Provided records: Begin

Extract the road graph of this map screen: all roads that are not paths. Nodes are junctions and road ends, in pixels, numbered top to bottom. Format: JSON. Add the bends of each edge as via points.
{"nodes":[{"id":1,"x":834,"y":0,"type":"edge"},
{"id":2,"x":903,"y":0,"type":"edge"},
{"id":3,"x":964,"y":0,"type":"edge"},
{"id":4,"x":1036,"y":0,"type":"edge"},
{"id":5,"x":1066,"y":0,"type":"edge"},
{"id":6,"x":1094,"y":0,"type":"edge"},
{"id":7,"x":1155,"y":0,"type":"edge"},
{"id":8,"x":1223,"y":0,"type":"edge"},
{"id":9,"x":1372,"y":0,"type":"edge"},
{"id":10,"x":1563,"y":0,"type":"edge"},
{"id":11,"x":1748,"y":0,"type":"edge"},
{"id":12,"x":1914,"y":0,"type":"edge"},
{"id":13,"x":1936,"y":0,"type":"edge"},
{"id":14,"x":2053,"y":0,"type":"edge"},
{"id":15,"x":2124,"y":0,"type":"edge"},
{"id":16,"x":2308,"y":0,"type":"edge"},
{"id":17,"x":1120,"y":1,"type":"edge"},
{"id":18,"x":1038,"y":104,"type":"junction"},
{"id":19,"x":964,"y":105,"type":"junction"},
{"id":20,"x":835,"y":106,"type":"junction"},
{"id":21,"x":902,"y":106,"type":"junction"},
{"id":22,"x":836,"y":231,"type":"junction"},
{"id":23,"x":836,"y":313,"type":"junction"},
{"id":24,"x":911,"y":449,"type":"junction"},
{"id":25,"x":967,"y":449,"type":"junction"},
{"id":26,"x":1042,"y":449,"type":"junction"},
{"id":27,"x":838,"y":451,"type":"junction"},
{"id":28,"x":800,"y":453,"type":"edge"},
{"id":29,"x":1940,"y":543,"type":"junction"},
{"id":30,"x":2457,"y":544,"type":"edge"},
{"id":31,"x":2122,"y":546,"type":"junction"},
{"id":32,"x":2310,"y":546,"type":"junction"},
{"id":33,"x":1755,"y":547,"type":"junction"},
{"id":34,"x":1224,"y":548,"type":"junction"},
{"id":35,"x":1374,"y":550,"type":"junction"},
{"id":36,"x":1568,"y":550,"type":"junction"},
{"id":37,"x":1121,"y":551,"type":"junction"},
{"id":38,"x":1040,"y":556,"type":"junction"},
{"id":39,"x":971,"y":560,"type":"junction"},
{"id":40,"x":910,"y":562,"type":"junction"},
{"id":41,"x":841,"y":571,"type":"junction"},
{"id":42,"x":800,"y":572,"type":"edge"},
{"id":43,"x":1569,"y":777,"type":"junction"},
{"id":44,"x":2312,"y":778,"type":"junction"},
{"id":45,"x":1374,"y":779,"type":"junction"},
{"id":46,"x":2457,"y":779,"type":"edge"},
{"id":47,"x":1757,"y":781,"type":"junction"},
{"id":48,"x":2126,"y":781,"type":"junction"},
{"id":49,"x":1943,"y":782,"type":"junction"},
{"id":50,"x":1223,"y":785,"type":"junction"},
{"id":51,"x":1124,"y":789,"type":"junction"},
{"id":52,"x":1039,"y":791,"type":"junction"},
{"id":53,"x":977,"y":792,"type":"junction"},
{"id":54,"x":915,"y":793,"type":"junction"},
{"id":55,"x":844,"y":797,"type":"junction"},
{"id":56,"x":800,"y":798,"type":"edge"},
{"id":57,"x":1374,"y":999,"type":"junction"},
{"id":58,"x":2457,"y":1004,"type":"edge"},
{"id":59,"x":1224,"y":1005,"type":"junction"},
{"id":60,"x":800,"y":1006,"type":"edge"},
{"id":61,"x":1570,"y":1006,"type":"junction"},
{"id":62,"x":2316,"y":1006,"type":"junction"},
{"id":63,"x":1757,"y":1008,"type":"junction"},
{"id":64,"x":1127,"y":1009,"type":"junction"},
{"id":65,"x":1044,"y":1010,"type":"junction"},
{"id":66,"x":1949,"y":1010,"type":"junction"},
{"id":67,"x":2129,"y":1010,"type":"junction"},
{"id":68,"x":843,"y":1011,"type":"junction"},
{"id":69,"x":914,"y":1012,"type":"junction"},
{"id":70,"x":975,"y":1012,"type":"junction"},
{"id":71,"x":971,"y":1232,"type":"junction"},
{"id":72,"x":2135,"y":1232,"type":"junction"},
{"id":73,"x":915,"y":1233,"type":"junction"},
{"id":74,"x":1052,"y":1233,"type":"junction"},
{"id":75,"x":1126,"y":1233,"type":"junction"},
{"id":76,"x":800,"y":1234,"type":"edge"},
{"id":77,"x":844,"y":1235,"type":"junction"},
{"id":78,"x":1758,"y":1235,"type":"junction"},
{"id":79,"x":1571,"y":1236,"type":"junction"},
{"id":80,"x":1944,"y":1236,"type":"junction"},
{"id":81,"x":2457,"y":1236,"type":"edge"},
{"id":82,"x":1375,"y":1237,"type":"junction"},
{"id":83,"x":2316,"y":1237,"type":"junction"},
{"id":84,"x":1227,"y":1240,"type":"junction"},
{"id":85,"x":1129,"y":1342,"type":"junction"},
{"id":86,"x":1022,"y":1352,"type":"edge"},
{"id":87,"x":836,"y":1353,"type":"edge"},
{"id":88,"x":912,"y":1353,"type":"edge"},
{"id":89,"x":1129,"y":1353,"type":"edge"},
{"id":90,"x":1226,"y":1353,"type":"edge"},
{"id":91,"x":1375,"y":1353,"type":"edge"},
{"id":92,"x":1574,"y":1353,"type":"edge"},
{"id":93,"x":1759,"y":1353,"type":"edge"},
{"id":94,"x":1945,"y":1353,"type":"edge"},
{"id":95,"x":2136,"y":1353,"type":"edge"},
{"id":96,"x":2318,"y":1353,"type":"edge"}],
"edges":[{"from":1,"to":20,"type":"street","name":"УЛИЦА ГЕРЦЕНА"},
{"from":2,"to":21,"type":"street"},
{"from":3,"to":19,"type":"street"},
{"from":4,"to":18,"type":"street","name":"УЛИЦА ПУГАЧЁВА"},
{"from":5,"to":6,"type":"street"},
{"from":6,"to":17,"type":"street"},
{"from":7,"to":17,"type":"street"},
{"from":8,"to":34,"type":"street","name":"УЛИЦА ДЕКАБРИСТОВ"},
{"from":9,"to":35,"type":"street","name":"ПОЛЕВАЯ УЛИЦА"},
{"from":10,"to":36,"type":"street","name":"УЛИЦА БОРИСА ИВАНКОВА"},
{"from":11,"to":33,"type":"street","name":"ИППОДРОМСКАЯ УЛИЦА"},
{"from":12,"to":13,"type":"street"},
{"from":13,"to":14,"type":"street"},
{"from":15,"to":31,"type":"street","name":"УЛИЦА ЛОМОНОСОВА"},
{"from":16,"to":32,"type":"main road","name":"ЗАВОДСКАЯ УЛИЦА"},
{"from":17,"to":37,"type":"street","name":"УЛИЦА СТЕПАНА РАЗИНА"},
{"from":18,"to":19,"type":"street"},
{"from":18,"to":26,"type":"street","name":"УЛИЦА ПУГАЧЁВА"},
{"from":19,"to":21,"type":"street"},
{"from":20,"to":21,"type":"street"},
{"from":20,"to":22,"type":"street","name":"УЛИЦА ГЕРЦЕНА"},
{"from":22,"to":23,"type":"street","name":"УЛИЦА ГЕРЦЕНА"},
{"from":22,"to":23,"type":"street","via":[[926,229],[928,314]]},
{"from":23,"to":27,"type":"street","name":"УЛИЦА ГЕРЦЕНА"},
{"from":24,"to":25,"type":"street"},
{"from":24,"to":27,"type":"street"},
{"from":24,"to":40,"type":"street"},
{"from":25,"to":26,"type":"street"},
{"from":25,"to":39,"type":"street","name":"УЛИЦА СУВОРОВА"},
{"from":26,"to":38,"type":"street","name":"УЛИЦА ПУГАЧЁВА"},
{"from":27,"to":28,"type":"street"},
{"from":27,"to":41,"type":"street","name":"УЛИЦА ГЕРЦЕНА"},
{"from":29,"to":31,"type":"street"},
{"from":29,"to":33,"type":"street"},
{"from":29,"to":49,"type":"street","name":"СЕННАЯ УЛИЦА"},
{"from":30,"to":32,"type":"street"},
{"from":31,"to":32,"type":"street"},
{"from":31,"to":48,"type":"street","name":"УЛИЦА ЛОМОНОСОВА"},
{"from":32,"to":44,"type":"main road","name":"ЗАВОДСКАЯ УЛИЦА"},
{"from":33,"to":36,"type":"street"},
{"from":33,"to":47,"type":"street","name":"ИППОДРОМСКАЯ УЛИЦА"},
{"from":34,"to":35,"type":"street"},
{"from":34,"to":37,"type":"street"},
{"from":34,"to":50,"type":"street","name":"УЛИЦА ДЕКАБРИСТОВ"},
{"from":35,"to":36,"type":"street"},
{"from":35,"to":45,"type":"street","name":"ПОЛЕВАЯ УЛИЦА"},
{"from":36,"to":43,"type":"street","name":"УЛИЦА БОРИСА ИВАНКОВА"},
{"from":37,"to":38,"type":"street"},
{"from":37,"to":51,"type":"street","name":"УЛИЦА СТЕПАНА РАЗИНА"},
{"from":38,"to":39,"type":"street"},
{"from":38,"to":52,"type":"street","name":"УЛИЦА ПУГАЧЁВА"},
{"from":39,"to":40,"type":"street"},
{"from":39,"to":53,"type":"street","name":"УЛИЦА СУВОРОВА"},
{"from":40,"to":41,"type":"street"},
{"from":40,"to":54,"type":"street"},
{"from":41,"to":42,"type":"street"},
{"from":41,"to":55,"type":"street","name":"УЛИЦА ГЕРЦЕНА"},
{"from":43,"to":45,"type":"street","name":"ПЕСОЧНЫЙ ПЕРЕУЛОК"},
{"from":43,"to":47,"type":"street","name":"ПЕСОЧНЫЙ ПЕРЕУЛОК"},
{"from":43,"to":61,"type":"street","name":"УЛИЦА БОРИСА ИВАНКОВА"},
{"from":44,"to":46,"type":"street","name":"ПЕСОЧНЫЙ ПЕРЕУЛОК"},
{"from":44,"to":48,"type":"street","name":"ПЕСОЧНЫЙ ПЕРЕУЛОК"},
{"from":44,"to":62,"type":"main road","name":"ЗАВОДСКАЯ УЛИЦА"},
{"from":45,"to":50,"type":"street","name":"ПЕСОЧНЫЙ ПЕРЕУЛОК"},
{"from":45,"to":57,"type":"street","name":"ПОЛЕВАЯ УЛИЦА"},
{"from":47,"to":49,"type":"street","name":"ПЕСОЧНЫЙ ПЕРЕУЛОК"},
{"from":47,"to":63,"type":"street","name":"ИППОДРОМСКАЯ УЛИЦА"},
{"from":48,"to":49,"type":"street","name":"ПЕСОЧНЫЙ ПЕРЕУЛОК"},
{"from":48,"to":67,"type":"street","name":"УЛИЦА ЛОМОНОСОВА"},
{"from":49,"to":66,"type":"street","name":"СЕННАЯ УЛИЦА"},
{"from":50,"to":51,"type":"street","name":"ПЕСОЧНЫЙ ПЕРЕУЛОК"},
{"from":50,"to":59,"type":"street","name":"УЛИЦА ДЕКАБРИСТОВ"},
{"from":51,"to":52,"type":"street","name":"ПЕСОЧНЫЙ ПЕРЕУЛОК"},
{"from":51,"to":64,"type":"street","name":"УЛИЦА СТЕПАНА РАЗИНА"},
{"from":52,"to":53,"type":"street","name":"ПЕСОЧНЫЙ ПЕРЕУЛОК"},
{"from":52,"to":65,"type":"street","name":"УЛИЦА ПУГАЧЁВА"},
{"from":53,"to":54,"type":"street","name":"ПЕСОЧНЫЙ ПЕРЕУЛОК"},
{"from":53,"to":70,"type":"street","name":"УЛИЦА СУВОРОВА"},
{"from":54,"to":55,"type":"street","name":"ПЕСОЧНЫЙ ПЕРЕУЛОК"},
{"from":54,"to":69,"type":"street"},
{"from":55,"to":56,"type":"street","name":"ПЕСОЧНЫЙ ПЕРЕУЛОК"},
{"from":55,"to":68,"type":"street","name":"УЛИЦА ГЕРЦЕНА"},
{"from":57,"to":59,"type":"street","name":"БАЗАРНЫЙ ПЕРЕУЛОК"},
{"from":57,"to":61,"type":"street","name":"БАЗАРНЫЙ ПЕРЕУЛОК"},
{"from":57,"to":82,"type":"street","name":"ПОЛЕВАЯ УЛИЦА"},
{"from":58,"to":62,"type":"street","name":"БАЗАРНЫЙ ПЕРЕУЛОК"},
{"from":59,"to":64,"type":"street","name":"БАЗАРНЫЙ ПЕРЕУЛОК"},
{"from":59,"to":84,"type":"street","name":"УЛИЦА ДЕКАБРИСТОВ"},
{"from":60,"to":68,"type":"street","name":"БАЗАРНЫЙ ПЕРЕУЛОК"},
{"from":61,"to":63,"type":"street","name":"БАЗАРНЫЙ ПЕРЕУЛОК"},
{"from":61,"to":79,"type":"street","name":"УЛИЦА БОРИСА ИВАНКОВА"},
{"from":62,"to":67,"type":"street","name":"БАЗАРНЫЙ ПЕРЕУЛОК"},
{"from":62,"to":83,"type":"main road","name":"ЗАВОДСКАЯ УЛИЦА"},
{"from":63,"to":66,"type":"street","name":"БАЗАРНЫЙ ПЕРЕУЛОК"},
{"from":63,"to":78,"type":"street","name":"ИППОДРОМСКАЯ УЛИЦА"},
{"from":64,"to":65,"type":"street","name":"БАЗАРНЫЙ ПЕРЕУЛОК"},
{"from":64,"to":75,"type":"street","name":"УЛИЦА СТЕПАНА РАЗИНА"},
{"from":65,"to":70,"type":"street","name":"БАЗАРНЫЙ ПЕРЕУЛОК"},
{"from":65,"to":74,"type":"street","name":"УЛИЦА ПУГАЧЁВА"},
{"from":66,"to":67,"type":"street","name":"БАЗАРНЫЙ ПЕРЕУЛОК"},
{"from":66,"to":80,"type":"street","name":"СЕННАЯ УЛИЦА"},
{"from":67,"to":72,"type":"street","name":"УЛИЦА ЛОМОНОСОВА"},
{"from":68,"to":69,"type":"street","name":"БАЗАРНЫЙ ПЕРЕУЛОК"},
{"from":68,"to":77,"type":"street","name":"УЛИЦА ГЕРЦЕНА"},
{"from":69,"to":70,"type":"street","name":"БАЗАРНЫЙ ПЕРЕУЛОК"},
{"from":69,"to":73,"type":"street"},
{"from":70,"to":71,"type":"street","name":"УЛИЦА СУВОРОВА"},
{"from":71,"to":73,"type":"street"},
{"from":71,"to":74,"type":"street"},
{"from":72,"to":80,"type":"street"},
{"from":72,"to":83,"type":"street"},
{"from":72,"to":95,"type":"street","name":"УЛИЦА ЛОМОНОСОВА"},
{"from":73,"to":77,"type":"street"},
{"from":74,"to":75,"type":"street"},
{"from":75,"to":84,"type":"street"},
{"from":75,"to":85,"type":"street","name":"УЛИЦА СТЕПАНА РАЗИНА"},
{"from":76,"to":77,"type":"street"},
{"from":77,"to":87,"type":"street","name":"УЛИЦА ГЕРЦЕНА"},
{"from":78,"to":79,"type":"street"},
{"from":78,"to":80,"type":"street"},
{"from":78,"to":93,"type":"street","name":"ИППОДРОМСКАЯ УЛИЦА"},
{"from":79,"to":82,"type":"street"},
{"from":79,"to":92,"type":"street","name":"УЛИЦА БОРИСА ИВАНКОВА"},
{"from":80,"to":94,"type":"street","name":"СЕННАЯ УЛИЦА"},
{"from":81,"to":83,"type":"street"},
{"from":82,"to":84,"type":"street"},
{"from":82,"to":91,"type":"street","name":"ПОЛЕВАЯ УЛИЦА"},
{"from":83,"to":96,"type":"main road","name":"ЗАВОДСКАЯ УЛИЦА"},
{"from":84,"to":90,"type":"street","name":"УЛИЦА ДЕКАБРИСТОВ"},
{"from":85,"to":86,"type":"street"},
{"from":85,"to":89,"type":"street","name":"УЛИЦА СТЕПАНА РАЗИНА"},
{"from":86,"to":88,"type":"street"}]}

Provided records: End

→ **Try it**
Please give a count of the lines in the records where the word "main" occurs, with nothing besides it.

→ **Written answer**
5